The first major poll after the New York legislature voted to legalize same-sex marriage shows that more than half of the state approves the decision. The poll was taken ahead of Friday's vote approving gay unions.

The Quinnipiac University poll released Tuesday shows that 54 percent of voters support the legislature's actions, with a major gap between older and younger voters.

From the report:

New York State voters support 54 — 40 percent a law allowing same-sex couples to marry, with voters under 35 supporting the measure 70 — 26 percent, according to a Quinnipiac University poll released today. Voters 35 to 64 years old also support the measure, while voters over 65 oppose it 57 — 37 percent.

Among religious voters, the results are mixed: Catholics are evenly split, Jews widely support it and Protestants oppose the measure 54-40 percent. The law, which goes into effect in late July, contains language that exempted religious institutions from being forced to perform ceremonies for same-sex couples.

"On gay marriage, many of the people in the pews split with their bishops," said Quinnipiac Polling Director Maurice Carroll.

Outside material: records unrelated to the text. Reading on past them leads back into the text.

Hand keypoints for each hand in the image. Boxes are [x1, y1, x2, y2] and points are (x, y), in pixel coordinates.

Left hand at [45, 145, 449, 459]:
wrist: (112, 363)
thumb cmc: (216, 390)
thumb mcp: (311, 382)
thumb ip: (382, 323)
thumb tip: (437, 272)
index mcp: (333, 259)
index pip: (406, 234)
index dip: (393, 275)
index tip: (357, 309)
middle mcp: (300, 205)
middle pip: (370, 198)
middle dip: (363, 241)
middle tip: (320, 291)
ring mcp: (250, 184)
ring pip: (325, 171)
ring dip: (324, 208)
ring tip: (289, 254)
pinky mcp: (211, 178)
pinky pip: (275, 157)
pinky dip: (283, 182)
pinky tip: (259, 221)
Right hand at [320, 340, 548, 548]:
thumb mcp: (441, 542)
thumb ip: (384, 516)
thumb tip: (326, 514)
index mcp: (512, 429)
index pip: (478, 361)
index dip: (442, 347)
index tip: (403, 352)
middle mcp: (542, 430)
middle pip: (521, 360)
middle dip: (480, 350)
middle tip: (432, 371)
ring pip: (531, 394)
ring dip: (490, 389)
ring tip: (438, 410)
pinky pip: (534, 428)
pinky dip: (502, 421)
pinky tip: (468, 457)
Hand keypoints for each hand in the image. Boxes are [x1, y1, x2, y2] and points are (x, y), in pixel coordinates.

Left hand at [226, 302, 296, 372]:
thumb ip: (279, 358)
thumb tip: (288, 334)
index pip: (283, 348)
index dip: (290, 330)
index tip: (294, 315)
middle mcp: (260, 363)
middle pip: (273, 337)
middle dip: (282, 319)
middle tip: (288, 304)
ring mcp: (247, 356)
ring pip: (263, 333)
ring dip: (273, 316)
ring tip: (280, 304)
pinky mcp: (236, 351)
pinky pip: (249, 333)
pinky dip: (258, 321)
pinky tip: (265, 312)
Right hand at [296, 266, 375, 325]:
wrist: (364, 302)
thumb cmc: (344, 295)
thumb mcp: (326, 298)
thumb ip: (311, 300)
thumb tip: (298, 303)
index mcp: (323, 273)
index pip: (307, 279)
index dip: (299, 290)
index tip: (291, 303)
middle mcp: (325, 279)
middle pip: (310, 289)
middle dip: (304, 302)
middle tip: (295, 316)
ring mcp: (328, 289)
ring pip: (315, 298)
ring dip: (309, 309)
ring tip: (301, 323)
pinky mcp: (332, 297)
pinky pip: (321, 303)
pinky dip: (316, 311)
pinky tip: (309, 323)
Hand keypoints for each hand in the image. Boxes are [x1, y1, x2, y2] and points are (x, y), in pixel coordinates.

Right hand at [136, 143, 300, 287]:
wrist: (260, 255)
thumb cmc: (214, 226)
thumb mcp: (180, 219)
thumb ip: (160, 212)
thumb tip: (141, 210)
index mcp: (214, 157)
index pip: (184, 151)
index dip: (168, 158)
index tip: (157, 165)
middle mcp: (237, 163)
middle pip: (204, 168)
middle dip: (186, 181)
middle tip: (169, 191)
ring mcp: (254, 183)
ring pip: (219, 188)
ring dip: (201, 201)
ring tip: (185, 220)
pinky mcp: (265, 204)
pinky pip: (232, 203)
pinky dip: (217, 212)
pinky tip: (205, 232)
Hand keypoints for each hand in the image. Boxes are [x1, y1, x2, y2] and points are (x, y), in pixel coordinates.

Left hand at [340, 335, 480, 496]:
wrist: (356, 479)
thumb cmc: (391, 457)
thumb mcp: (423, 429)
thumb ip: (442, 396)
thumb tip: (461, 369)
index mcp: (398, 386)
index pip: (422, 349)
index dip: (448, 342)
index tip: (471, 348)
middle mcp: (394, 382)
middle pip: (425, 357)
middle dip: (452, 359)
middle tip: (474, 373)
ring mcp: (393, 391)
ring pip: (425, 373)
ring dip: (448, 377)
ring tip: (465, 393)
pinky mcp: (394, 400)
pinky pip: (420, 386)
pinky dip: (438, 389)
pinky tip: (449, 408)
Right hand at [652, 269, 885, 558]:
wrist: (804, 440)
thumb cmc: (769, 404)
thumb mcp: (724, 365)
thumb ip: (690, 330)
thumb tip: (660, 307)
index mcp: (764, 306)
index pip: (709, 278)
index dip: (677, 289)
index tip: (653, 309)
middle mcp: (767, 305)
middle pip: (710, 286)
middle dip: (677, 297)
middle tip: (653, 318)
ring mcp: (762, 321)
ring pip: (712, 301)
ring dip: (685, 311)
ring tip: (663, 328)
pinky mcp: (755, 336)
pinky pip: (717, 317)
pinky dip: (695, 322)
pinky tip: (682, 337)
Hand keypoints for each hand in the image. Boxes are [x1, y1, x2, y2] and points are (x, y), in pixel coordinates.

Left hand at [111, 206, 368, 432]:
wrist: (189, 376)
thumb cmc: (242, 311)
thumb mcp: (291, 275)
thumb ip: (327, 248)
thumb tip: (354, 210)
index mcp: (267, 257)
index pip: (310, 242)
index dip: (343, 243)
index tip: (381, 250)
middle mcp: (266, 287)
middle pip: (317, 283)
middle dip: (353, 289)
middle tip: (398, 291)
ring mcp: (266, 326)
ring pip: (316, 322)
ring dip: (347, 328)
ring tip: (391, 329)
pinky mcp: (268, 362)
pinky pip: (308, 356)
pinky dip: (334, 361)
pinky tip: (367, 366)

Once the state senate endorsed the bill by four votes and Gov. Cuomo signed it into law late Friday, New York became the sixth state in the country to legalize gay marriage.

The issue has already gained traction on the campaign trail, where all but four Republican candidates--Tim Pawlenty, Mitt Romney, Michele Bachmann, Rick Santorum and Newt Gingrich--say they support a constitutional amendment banning marriage between same-sex couples that would trump state law.